2. A menor CC apresenta comprometimento ao nível de aquisição das competências, evidenciando défice cognitivo, grande infantilidade, baixa autoestima e pouca confiança em si mesma, bem como fragilidades ao nível da atenção, concentração e memória, tendo sido classificada como uma aluna com necessidades educativas especiais.
3. A progenitora da menor conhece o arguido AA há mais de 6 anos, conversando com o mesmo através da rede social Facebook, tendo começado a manter com o mesmo um relacionamento de amizade.
4. A menor CC já conhecia o arguido AA embora não tivesse proximidade com o mesmo ou uma relação de confiança.
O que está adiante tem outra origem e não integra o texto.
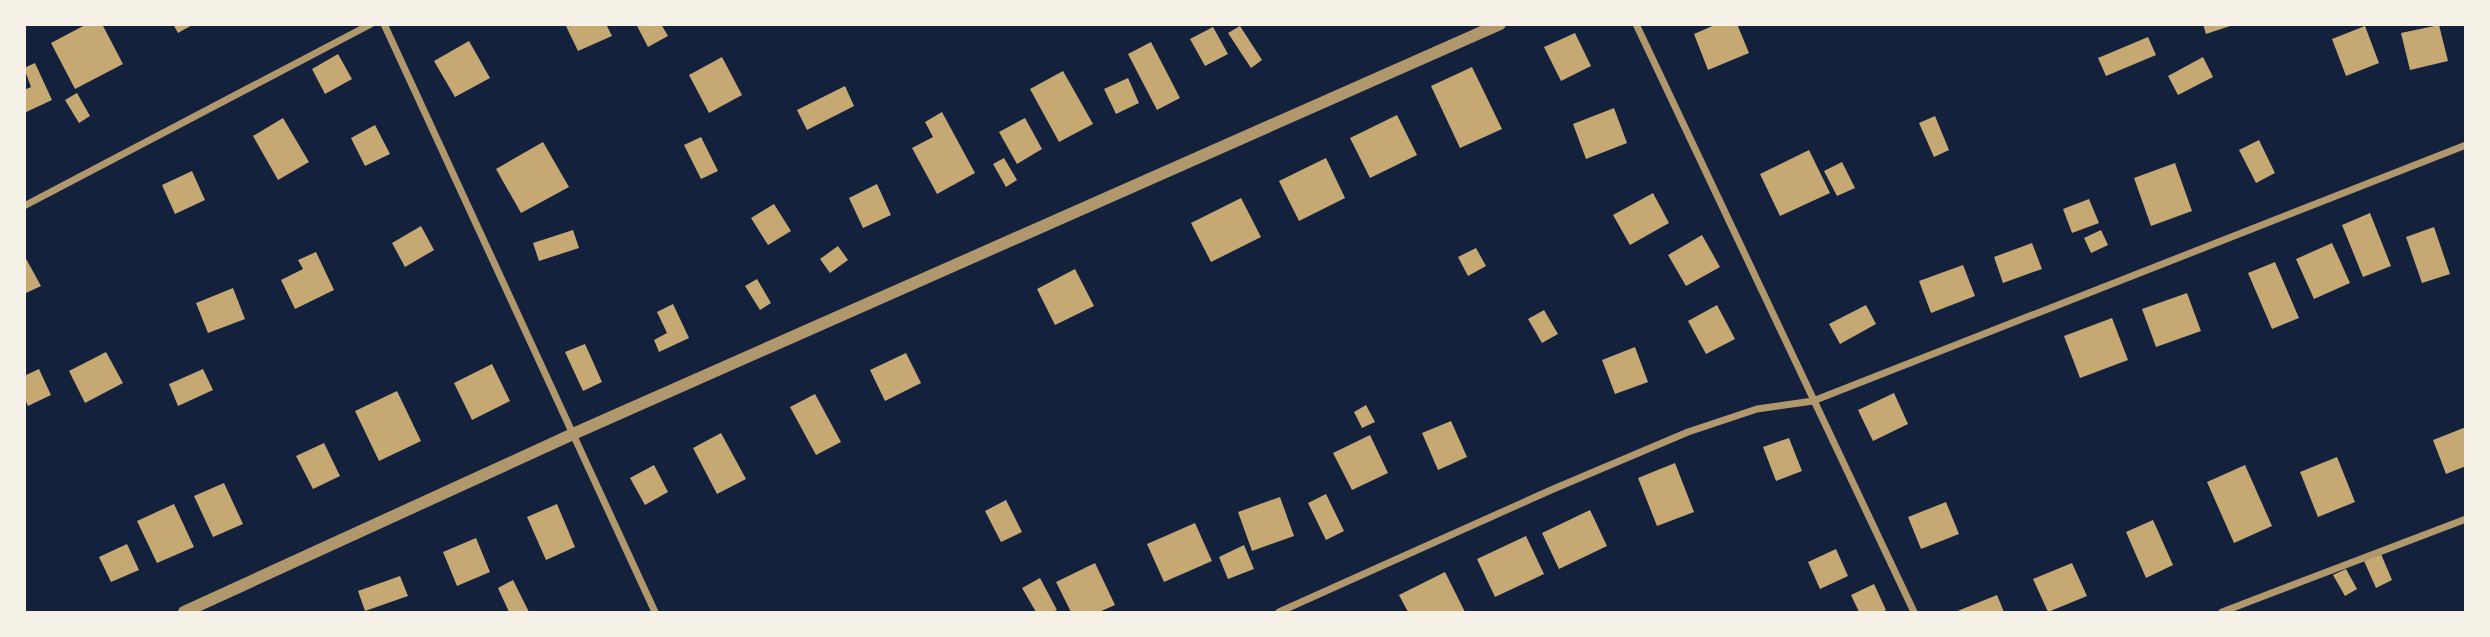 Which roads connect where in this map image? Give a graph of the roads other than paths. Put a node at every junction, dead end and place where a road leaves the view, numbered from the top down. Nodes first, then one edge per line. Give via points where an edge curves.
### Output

5. No fim-de-semana de 23 e 24 de julho de 2022, a menor CC deslocou-se na companhia do seu progenitor e demais agregado familiar para a dita habitação, sita no ... e como a sua mãe se encontrava de folga da sua atividade laboral, no dia 25 de julho, o pai deixou-a ficar no ..., nos dias 25 e 26 de julho.
6. No dia 25 de julho de 2022 como DD havia marcado para a tarde desse dia, um encontro com o arguido AA decidiu levar consigo a menor CC.
7. Uma vez na companhia da menor, DD deslocou-se de transportes públicos do ... até Lisboa, tendo-se encontrado com o arguido AA, nos jardins do ..., em Lisboa, cerca das 16h50m.
8. Uma vez aí chegados, o arguido AA passeou pelo parque do ... com DD e com a menor CC.
9. Em seguida, o arguido AA, DD e a menor jantaram no ..., situado no ... e cerca das 22h00 decidiram regressar a casa, tendo o arguido AA se oferecido para as acompanhar.
10. Para o efeito, entre as 22h30m e as 22h45m, o arguido AA, DD e a menor deslocaram-se para a estação metropolitana - “Metro”, efetuando o percurso da linha … entre a estação “...”, com destino à estação “...”.
11. Uma vez no interior da carruagem do Metro, sentaram-se num banco corrido de três lugares que aí se situava, tendo ficado a menor CC sentada no banco central, ladeada à sua direita pelo arguido AA e no lado esquerdo pela sua progenitora.
12. A dada altura quando seguiam na carruagem de metro, o arguido AA, que se encontrava sentado no lado direito da menor CC, aproximou-se e encostou-se ao corpo da menor, colocando o braço esquerdo em volta das costas do banco onde esta se encontrava.
13. Após, o arguido AA, verificando que a menor não tinha soutien vestido, introduziu a mão direita pela cava da camisola/top que a menor envergava e tocou na mama direita da menor CC, acariciando-a.
14. Em seguida, o arguido AA, prosseguindo com a sua conduta, voltou a colocar a sua mão sobre a sua mama direita da menor, acariciando-a, desta vez sobre a camisola que esta vestia, tendo a menor dito ao arguido que parasse com tal comportamento.
15. Em seguida, não conformado com a recusa da menor, o arguido AA colocou a sua mão direita entre as pernas da menor CC e começou a acariciar, com os seus dedos e por cima das calças que esta envergava, a púbis e a zona vaginal da menor, permanecendo, durante um lapso de tempo, não concretamente apurado a acariciar esta zona do seu corpo.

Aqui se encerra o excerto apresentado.